Quality check of sequence reads to identify low quality reads. In the App Panel (bottom left), search for FastQC. Click on the App name to add the App to the Narrative below this Narrative cell. Select the reads file from the drop-down menu, and click Run to start the analysis.
Starting an analysis will save your Narrative workspace and send the commands to KBase's compute resources to run the job. If you need to close the Narrative at this point, or after any analysis begins, the job continues to run. Results will update in the App cell below automatically, once the job is complete.
Note: If you edit the Narrative and do NOT run an analysis, you must manually save the Narrative workspace by clicking the save icon in the menu at the top.
Note: Each read pair has a separate report page. Use the Page 1 and Page 2 buttons to review both reports.
Q5) At what base pair does your average quality seem to start dropping (scroll through the FastQC panel on the right) for forward reads? Reverse?
Q6) Based on these results, how should you trim your data? Which data would you expect to be changed after trimming?
Trimmomatics removes low quality reads as well as adapter sequences. Find the App in the App Panel and add to the Narrative as in Step 2. Most of the advanced parameters can be run with default parameters, but how do you know what Adapter to select?
Q7) What percentage of your total paired reads (forward and reverse) survived Trimmomatic?
Q8) What is the mean read length after trimming? How has it changed from before trimming?
Hint - Data Panel objects have additional details that are displayed when you hover over the object click on "..."
Q9) What has changed in our FastQC output since running trimmomatic? (scroll through the FastQC panel on the right)

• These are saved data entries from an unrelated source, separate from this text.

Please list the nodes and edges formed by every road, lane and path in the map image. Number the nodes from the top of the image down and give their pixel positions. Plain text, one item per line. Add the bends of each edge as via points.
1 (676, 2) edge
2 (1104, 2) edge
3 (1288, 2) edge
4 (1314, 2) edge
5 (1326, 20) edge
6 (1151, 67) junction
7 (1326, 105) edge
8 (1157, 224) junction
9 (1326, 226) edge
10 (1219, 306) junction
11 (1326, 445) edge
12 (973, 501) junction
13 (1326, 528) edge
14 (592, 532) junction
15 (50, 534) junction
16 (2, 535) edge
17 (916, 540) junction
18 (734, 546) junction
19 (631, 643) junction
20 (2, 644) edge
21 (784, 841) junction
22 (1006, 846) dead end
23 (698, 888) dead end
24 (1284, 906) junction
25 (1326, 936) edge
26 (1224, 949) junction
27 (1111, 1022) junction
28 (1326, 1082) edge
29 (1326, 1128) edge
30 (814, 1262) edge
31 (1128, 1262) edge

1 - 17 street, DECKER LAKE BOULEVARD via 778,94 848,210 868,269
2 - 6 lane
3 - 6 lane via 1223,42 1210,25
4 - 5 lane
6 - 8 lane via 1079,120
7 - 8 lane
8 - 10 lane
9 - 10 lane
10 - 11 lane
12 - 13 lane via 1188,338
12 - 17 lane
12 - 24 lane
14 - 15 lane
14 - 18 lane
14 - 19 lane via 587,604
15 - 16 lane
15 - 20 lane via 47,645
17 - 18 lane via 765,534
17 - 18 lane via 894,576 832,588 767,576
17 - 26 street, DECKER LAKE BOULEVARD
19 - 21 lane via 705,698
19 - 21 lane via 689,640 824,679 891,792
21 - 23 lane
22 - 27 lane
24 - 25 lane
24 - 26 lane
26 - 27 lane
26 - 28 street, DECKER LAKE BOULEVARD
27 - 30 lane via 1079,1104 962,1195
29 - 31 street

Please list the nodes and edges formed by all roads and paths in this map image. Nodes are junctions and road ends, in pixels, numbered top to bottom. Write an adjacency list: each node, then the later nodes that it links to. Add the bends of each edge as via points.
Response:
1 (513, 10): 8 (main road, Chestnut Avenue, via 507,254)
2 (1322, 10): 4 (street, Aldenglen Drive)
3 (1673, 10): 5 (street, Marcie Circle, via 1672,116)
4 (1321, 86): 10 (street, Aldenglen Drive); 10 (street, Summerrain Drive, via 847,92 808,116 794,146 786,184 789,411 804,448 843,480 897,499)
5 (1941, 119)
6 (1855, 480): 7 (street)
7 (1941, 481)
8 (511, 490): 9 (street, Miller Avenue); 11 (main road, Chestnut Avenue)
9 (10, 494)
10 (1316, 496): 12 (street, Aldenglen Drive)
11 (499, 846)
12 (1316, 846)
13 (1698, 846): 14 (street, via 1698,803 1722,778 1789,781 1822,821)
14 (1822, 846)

Why did many of the reverse reads not survive Trimmomatic? Review the original FastQC results. Try running Trimmomatic without selecting the Adaptor for trimming and compare. Remember that each one of these samples went through numerous preparation steps in the laboratory prior to sequencing. Sometimes samples and protocols do not always produce great data. It is important to do proper QC prior to running any data analyses to ensure you have quality data going into your analysis pipeline.